> Exercise brief
Verbatim repeat, images excluded. Give each entry again as written.

> Information shown
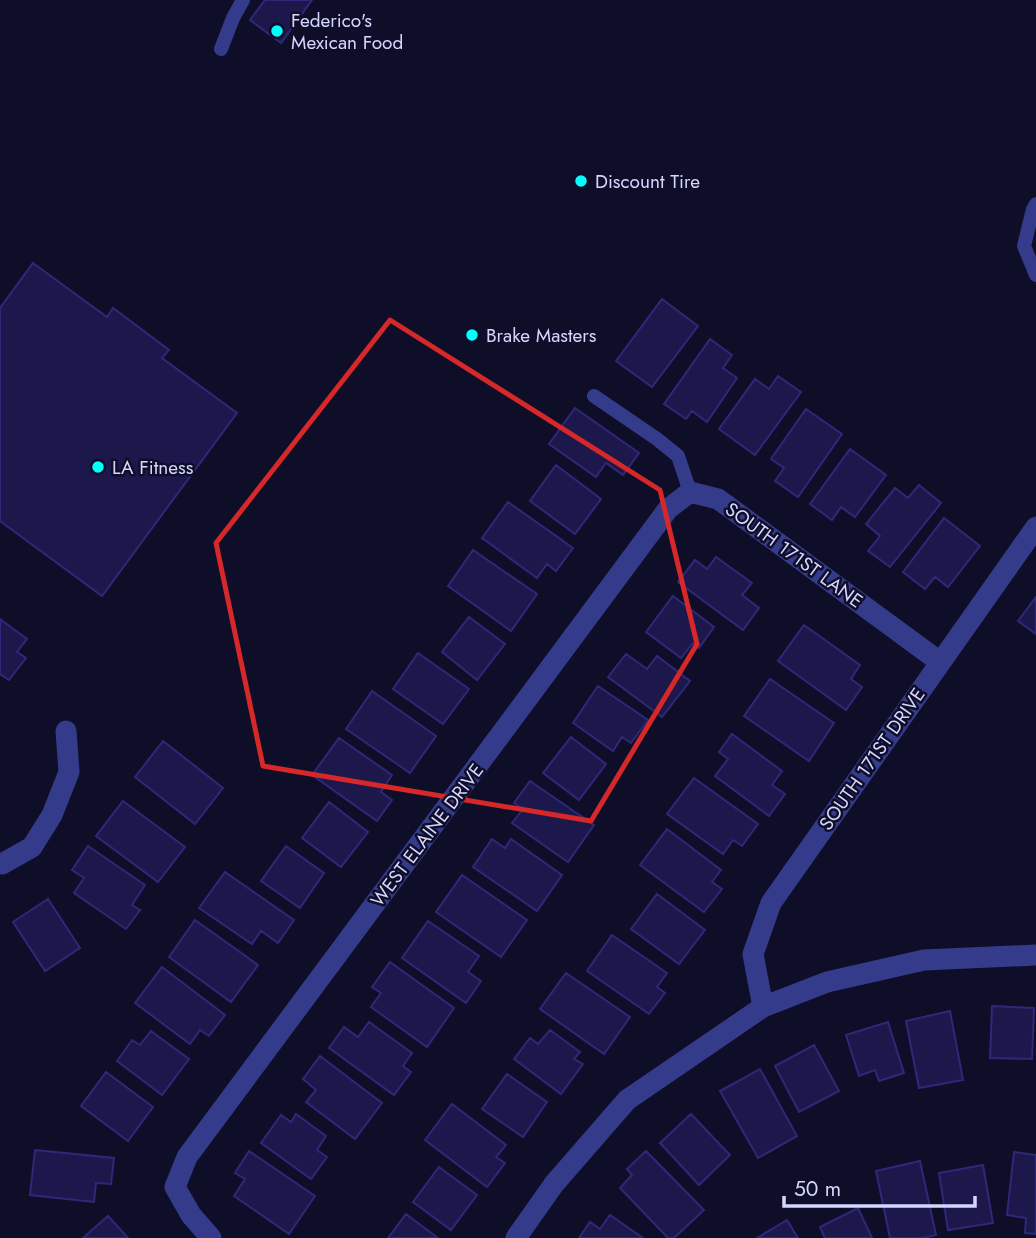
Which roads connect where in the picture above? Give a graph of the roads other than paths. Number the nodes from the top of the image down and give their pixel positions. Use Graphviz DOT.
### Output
graph roads {
  1 [pos="243,0"];
  2 [pos="221,49"];
  3 [pos="1036,204"];
  4 [pos="1036,275"];
  5 [pos="594,396"];
  6 [pos="690,492"];
  7 [pos="1036,527"];
  8 [pos="940,662"];
  9 [pos="66,731"];
  10 [pos="1,863"];
  11 [pos="1036,955"];
  12 [pos="763,1007"];
  13 [pos="211,1238"];
  14 [pos="516,1238"];
  1 -- 2 [label="lane"];
  3 -- 4 [label="lane"];
  5 -- 6 [label="lane"];
  6 -- 8 [label="street, SOUTH 171ST LANE"];
  6 -- 13 [label="street, WEST ELAINE DRIVE"];
  7 -- 8 [label="street, SOUTH 171ST DRIVE"];
  8 -- 12 [label="street, SOUTH 171ST DRIVE"];
  9 -- 10 [label="street"];
  11 -- 12 [label="street"];
  12 -- 14 [label="street"];
}
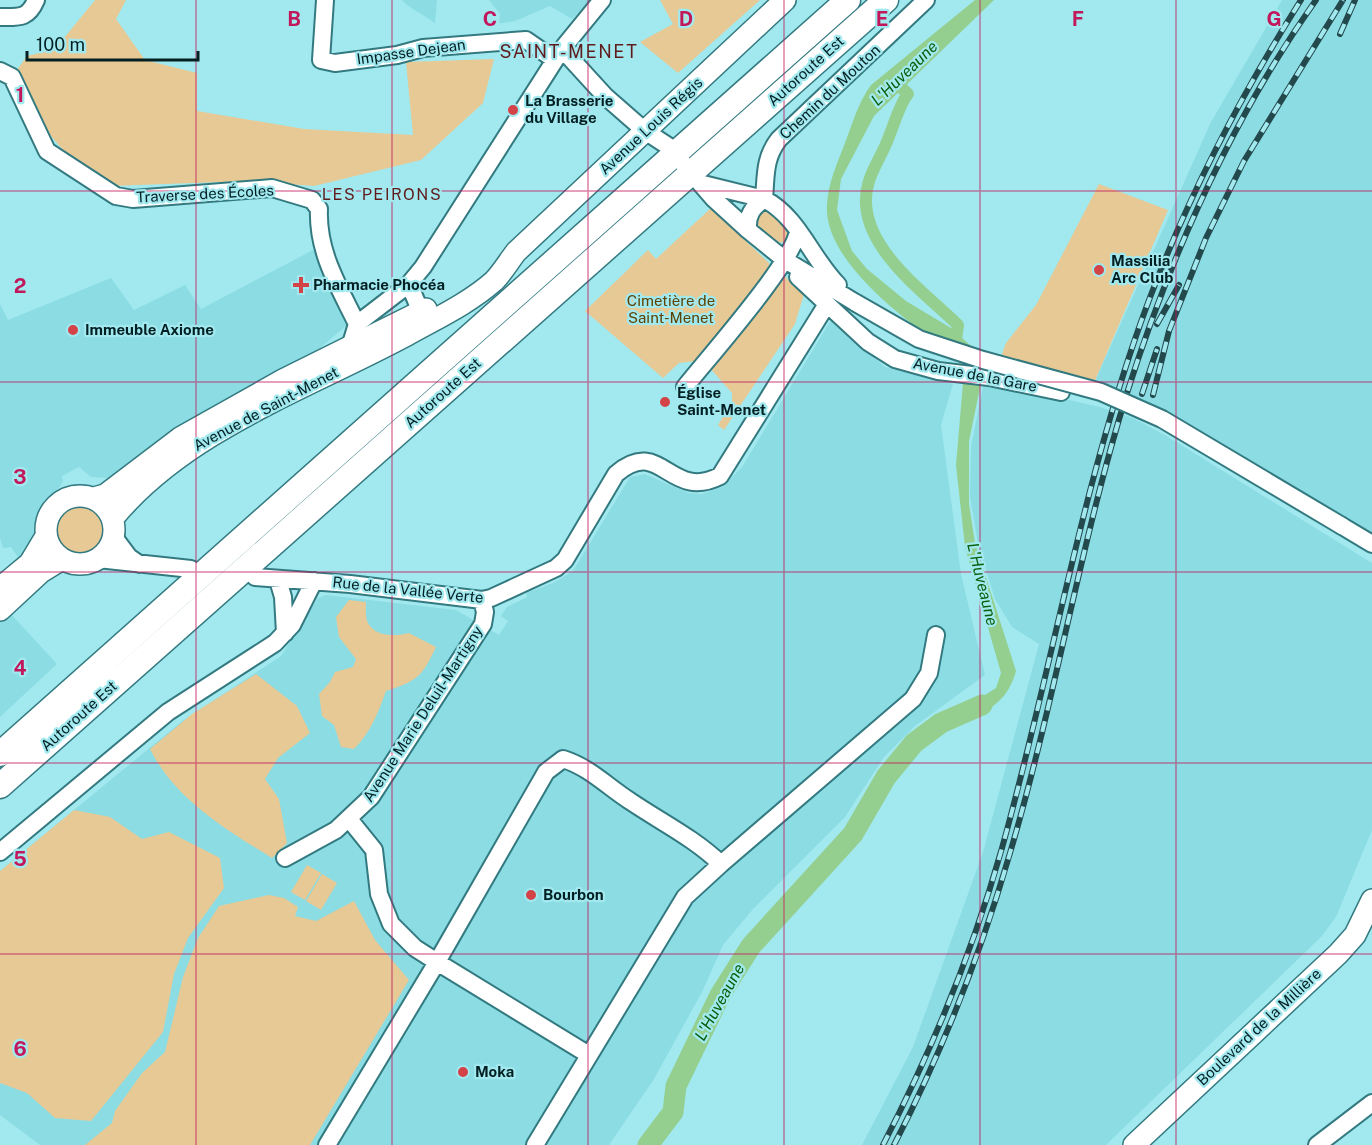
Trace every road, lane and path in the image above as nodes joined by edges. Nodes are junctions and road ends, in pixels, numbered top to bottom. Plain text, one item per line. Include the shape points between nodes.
1 (36, 0) edge
2 (325, 0) edge
3 (602, 0) edge
4 (785, 0) edge
5 (848, 0) edge
6 (886, 0) edge
7 (926, 0) edge
8 (0, 17) edge
9 (559, 54) junction
10 (0, 71) edge
11 (645, 132) junction
12 (701, 182) junction
13 (660, 184) junction
14 (764, 199) junction
15 (748, 230) junction
16 (798, 230) junction
17 (516, 252) junction
18 (785, 260) junction
19 (409, 284) junction
20 (856, 303) junction
21 (827, 304) junction
22 (420, 312) junction
23 (357, 324) junction
24 (404, 336) junction
25 (350, 346) junction
26 (685, 387) dead end
27 (1061, 392) dead end
28 (94, 498) junction
29 (113, 527) junction
30 (45, 538) junction
31 (1372, 544) edge
32 (62, 559) junction
33 (98, 559) junction
34 (139, 564) junction
35 (191, 569) dead end
36 (255, 577) dead end
37 (278, 580) junction
38 (314, 581) junction
39 (0, 588) edge
40 (482, 600) junction
41 (0, 610) edge
42 (285, 633) junction
43 (936, 635) dead end
44 (0, 754) edge
45 (0, 786) edge
46 (349, 819) junction
47 (0, 852) edge
48 (285, 858) dead end
49 (721, 864) junction
50 (1372, 900) edge
51 (437, 962) junction
52 (592, 1050) junction
53 (1372, 1103) edge
54 (327, 1145) edge
55 (535, 1145) edge
56 (1134, 1145) edge
57 (1317, 1145) edge

1 - 8 street via 24,17
2 - 9 street, Impasse Dejean via 321,60 335,63 423,48 526,40
3 - 9 street
4 - 11 main road, Avenue Louis Régis
5 - 13 highway, Autoroute Est via 698,134
6 - 13 highway, Autoroute Est via 720,147
7 - 14 street, Chemin du Mouton via 770,150 765,164
9 - 11 street
9 - 19 street
10 - 23 street, Traverse des Écoles via 12,77 47,151 116,196 133,199 272,188 312,200 319,209 323,250
11 - 12 street via 668,146
11 - 17 main road, Avenue Louis Régis
12 - 14 street
12 - 15 street
13 - 44 highway, Autoroute Est
13 - 45 highway, Autoroute Est
14 - 15 street via 750,212
14 - 16 street via 784,212
15 - 18 street
16 - 18 street via 794,247
16 - 20 street via 823,270
17 - 22 main road, Avenue Louis Régis via 452,296
17 - 24 main road, Avenue Louis Régis via 494,280 455,309
18 - 20 street
18 - 21 street, Avenue de la Gare
18 - 26 street
19 - 22 street
19 - 23 street
20 - 31 street, bridge via 919,339 1132,404
21 - 27 street, Avenue de la Gare via 880,351 895,359
21 - 40 street, Rue de la Vallée Verte via 720,476 708,482 687,483 651,462 637,460 625,465 565,560 505,593
22 - 24 street, Avenue de Saint-Menet via 421,323
22 - 25 main road, Avenue de Saint-Menet
23 - 25 street
24 - 29 main road, Avenue de Saint-Menet via 199,444 134,492
25 - 28 main road, Avenue de Saint-Menet via 180,438 105,495
28 - 29 main road via 105,506
28 - 30 main road via 79,495 60,501 50,512
29 - 33 main road via 106,553
29 - 34 street via 129,557
30 - 32 main road
30 - 39 main road via 30,562
32 - 33 main road via 74,564
32 - 41 main road via 41,572
33 - 34 street
34 - 35 street
36 - 37 street, Rue de la Vallée Verte
37 - 38 street, Rue de la Vallée Verte
37 - 42 street via 284,597
38 - 40 street, Rue de la Vallée Verte
38 - 42 street
40 - 46 street, Avenue Marie Deluil-Martigny via 483,624 371,798
42 - 47 street via 168,712
43 - 49 street via 929,673 913,699
46 - 48 street, Avenue Marie Deluil-Martigny
46 - 51 street via 374,850 378,894 391,924 415,948
49 - 51 street via 704,847 563,759 546,772
49 - 52 street via 686,897
50 - 56 main road, Boulevard de la Millière via 1355,935 1338,954
51 - 52 street
51 - 54 street
52 - 55 street
53 - 57 street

> Result
Which roads connect where in the picture above? Give a graph of the roads other than paths. Number the nodes from the top of the image down and give their pixel positions. Use Graphviz DOT.
### Output
graph roads {
  1 [pos="243,0"];
  2 [pos="221,49"];
  3 [pos="1036,204"];
  4 [pos="1036,275"];
  5 [pos="594,396"];
  6 [pos="690,492"];
  7 [pos="1036,527"];
  8 [pos="940,662"];
  9 [pos="66,731"];
  10 [pos="1,863"];
  11 [pos="1036,955"];
  12 [pos="763,1007"];
  13 [pos="211,1238"];
  14 [pos="516,1238"];
  1 -- 2 [label="lane"];
  3 -- 4 [label="lane"];
  5 -- 6 [label="lane"];
  6 -- 8 [label="street, SOUTH 171ST LANE"];
  6 -- 13 [label="street, WEST ELAINE DRIVE"];
  7 -- 8 [label="street, SOUTH 171ST DRIVE"];
  8 -- 12 [label="street, SOUTH 171ST DRIVE"];
  9 -- 10 [label="street"];
  11 -- 12 [label="street"];
  12 -- 14 [label="street"];
}
Trace every road, lane and path in the image above as nodes joined by edges. Nodes are junctions and road ends, in pixels, numbered top to bottom. Plain text, one item per line. Include the shape points between nodes.
1 (36, 0) edge
2 (325, 0) edge
3 (602, 0) edge
4 (785, 0) edge
5 (848, 0) edge
6 (886, 0) edge
7 (926, 0) edge
8 (0, 17) edge
9 (559, 54) junction
10 (0, 71) edge
11 (645, 132) junction
12 (701, 182) junction
13 (660, 184) junction
14 (764, 199) junction
15 (748, 230) junction
16 (798, 230) junction
17 (516, 252) junction
18 (785, 260) junction
19 (409, 284) junction
20 (856, 303) junction
21 (827, 304) junction
22 (420, 312) junction
23 (357, 324) junction
24 (404, 336) junction
25 (350, 346) junction
26 (685, 387) dead end
27 (1061, 392) dead end
28 (94, 498) junction
29 (113, 527) junction
30 (45, 538) junction
31 (1372, 544) edge
32 (62, 559) junction
33 (98, 559) junction
34 (139, 564) junction
35 (191, 569) dead end
36 (255, 577) dead end
37 (278, 580) junction
38 (314, 581) junction
39 (0, 588) edge
40 (482, 600) junction
41 (0, 610) edge
42 (285, 633) junction
43 (936, 635) dead end
44 (0, 754) edge
45 (0, 786) edge
46 (349, 819) junction
47 (0, 852) edge
48 (285, 858) dead end
49 (721, 864) junction
50 (1372, 900) edge
51 (437, 962) junction
52 (592, 1050) junction
53 (1372, 1103) edge
54 (327, 1145) edge
55 (535, 1145) edge
56 (1134, 1145) edge
57 (1317, 1145) edge

1 - 8 street via 24,17
2 - 9 street, Impasse Dejean via 321,60 335,63 423,48 526,40
3 - 9 street
4 - 11 main road, Avenue Louis Régis
5 - 13 highway, Autoroute Est via 698,134
6 - 13 highway, Autoroute Est via 720,147
7 - 14 street, Chemin du Mouton via 770,150 765,164
9 - 11 street
9 - 19 street
10 - 23 street, Traverse des Écoles via 12,77 47,151 116,196 133,199 272,188 312,200 319,209 323,250
11 - 12 street via 668,146
11 - 17 main road, Avenue Louis Régis
12 - 14 street
12 - 15 street
13 - 44 highway, Autoroute Est
13 - 45 highway, Autoroute Est
14 - 15 street via 750,212
14 - 16 street via 784,212
15 - 18 street
16 - 18 street via 794,247
16 - 20 street via 823,270
17 - 22 main road, Avenue Louis Régis via 452,296
17 - 24 main road, Avenue Louis Régis via 494,280 455,309
18 - 20 street
18 - 21 street, Avenue de la Gare
18 - 26 street
19 - 22 street
19 - 23 street
20 - 31 street, bridge via 919,339 1132,404
21 - 27 street, Avenue de la Gare via 880,351 895,359
21 - 40 street, Rue de la Vallée Verte via 720,476 708,482 687,483 651,462 637,460 625,465 565,560 505,593
22 - 24 street, Avenue de Saint-Menet via 421,323
22 - 25 main road, Avenue de Saint-Menet
23 - 25 street
24 - 29 main road, Avenue de Saint-Menet via 199,444 134,492
25 - 28 main road, Avenue de Saint-Menet via 180,438 105,495
28 - 29 main road via 105,506
28 - 30 main road via 79,495 60,501 50,512
29 - 33 main road via 106,553
29 - 34 street via 129,557
30 - 32 main road
30 - 39 main road via 30,562
32 - 33 main road via 74,564
32 - 41 main road via 41,572
33 - 34 street
34 - 35 street
36 - 37 street, Rue de la Vallée Verte
37 - 38 street, Rue de la Vallée Verte
37 - 42 street via 284,597
38 - 40 street, Rue de la Vallée Verte
38 - 42 street
40 - 46 street, Avenue Marie Deluil-Martigny via 483,624 371,798
42 - 47 street via 168,712
43 - 49 street via 929,673 913,699
46 - 48 street, Avenue Marie Deluil-Martigny
46 - 51 street via 374,850 378,894 391,924 415,948
49 - 51 street via 704,847 563,759 546,772
49 - 52 street via 686,897
50 - 56 main road, Boulevard de la Millière via 1355,935 1338,954
51 - 52 street
51 - 54 street
52 - 55 street
53 - 57 street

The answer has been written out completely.